Pipeline: build and query

At build time, for each new node the algorithm runs an approximate search to find candidate neighbors, then selects up to M of them (often with a pruning strategy to favor diverse or close neighbors) and creates bi-directional edges. The candidate set size is controlled by efConstruction; M is the cap on how many edges are actually kept. At query time, when the search visits a node, it can expand up to M neighbors at that layer—so higher M increases the branching factor and the number of distance computations per hop.

Typical values and tuning

Typical values are in the range 4–64 depending on dimensionality and dataset size. Low dimensions (e.g. < 100) often work well with M 12–24; high dimensions or difficult datasets may need M 32–64 for good recall. Start with a default (e.g. 16) and measure recall and latency; increase M if recall is below target and you can afford the memory and build cost.

Tuning M often goes together with efSearch and pruning strategies to hit a target recall–latency curve. Increasing efConstruction can improve the quality of the M neighbors chosen at build time, which can let you get away with a slightly lower M for the same recall—or improve recall for the same M.

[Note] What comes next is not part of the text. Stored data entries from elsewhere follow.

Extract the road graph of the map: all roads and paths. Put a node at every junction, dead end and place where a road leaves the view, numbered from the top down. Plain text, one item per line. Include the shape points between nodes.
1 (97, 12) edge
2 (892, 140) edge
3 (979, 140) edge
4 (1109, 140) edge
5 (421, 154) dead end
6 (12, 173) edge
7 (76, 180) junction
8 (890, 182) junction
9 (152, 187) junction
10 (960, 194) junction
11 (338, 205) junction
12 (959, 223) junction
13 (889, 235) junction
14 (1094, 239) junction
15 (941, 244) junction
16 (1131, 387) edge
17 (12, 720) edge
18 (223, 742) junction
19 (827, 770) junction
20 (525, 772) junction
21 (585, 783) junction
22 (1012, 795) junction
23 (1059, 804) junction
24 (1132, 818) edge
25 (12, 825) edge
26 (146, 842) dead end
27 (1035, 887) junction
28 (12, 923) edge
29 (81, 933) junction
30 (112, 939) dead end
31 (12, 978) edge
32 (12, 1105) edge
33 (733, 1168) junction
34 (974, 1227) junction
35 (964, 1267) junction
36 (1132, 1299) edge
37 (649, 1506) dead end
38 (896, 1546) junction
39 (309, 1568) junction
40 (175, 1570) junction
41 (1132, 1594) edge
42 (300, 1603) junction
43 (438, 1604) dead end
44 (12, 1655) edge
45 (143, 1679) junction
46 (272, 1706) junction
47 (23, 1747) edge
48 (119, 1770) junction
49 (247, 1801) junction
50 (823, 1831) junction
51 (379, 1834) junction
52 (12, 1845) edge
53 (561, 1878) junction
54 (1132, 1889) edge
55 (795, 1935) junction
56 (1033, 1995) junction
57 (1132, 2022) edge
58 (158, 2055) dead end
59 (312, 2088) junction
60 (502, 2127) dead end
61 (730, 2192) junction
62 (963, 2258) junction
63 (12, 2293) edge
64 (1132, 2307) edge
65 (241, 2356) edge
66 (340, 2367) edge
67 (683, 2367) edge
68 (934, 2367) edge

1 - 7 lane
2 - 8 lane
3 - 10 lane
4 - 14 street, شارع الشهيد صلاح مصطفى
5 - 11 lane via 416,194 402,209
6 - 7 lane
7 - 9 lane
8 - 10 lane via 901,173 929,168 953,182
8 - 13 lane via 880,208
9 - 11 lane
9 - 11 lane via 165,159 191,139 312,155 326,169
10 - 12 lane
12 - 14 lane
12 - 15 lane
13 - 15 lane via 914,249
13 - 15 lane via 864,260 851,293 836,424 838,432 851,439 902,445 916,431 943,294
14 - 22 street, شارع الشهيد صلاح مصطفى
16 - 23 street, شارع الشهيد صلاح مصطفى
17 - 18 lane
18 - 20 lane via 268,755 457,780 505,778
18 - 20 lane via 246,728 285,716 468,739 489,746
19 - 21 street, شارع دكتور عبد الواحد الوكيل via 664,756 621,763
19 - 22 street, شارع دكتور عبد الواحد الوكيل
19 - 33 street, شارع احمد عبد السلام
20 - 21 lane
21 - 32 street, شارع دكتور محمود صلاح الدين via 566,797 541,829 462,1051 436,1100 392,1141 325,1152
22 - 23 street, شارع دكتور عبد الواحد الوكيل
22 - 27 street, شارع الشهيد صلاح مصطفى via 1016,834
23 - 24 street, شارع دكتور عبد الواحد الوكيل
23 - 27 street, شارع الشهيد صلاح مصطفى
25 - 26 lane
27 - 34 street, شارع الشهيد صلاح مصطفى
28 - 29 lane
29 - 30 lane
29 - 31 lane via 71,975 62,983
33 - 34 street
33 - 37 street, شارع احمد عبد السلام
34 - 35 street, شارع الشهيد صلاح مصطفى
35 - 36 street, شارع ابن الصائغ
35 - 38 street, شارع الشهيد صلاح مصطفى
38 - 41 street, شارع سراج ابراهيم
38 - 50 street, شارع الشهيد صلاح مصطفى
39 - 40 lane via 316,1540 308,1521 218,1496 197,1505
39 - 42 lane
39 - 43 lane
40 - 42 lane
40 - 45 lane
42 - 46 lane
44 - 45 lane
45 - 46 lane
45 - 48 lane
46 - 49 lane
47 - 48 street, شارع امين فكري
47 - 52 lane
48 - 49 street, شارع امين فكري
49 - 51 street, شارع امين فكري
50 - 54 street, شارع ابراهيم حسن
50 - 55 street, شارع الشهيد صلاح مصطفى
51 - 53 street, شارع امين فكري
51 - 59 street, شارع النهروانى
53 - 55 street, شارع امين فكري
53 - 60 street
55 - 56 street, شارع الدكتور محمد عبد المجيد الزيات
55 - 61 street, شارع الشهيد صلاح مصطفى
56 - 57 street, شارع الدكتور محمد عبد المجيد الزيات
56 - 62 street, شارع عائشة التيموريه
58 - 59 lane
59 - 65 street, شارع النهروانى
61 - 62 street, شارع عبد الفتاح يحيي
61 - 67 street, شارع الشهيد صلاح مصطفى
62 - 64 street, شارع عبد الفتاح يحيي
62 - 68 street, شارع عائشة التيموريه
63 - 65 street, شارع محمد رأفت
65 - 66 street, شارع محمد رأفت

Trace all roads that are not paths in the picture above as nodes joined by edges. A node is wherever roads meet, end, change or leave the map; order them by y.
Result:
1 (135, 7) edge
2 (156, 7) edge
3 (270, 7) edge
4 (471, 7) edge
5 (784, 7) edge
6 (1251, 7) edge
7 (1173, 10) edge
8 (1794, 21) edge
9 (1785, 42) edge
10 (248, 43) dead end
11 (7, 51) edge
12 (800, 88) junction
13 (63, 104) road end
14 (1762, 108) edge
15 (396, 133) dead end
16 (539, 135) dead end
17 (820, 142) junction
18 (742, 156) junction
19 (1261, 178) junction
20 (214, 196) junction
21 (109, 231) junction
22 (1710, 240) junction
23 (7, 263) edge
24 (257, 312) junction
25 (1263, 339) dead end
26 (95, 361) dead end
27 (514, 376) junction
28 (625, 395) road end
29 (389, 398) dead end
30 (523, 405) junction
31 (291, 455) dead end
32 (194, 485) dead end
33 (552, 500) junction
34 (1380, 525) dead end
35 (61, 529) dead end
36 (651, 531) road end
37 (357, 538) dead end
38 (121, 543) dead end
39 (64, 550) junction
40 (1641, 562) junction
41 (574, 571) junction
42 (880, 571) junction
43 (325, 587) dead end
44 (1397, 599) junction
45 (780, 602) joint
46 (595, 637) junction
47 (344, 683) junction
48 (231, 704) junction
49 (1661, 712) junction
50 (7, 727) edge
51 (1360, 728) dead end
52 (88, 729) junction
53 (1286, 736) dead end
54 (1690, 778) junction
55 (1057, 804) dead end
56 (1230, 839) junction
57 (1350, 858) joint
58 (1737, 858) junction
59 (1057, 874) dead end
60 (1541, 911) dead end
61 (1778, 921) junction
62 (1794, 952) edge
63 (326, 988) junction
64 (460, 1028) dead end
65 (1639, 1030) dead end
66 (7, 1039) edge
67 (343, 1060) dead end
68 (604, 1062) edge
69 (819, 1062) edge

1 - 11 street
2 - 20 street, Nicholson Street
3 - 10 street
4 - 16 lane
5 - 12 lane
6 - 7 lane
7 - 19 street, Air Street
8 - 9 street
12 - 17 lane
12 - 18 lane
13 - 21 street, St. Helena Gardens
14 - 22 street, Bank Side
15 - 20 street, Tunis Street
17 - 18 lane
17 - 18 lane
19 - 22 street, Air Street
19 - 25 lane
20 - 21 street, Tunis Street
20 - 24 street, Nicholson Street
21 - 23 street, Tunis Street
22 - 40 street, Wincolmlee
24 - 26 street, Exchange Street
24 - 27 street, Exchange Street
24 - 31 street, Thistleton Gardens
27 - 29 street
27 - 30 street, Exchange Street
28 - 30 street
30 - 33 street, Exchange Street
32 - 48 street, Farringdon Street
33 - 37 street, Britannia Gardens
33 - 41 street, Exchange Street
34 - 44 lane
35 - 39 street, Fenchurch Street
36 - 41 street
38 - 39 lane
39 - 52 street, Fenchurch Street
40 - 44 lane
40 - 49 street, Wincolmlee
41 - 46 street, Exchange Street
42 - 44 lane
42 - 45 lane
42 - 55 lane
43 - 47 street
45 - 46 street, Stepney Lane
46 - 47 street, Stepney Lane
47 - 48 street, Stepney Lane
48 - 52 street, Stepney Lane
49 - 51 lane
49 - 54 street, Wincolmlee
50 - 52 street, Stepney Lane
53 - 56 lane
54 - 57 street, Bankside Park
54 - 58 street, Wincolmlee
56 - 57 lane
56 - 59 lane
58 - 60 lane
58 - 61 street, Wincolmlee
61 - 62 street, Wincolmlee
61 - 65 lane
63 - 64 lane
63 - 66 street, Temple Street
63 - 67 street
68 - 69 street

Trade-offs and practical tips

Trade-off summary: M balances connectivity (recall) against memory and compute. Too low M hurts recall and can create “bottleneck” nodes; too high M increases memory footprint and query latency without always improving recall much. Practical tip: profile memory consumption of HNSW indexes so you know how much each increment of M costs; then fix a recall target and choose the smallest M (and efSearch) that achieves it to keep latency and cost down.

Pipeline summary: set M at index creation (e.g. 16 or 32); combine with efConstruction so that the candidate pool for selecting M neighbors is large enough. At query time, efSearch controls exploration; M fixes the branching factor per node. Entry point selection and pruning strategies interact with M—fewer but higher-quality links can sometimes match recall of a higher M with less memory.

Frequently Asked Questions

Can M be different per layer?

Some implementations use M for the bottom layer and a smaller value (e.g. M0) for upper layers to keep the top graph sparser and reduce memory and hop cost on the express layers.

What if I set M too low?

Recall can drop: not enough links to bridge clusters or escape local minima during greedy search. Increase M or efSearch to compensate.

Does M affect query latency?

Yes. More links per node means more neighbors to expand at each step; so higher M can increase query time as well as memory.

How do I choose M for my dimension?

Higher dimensions often need larger M for the same recall. Start with 16–32 and plot recall vs. M and efSearch on a validation set; tune to meet your recall and latency targets.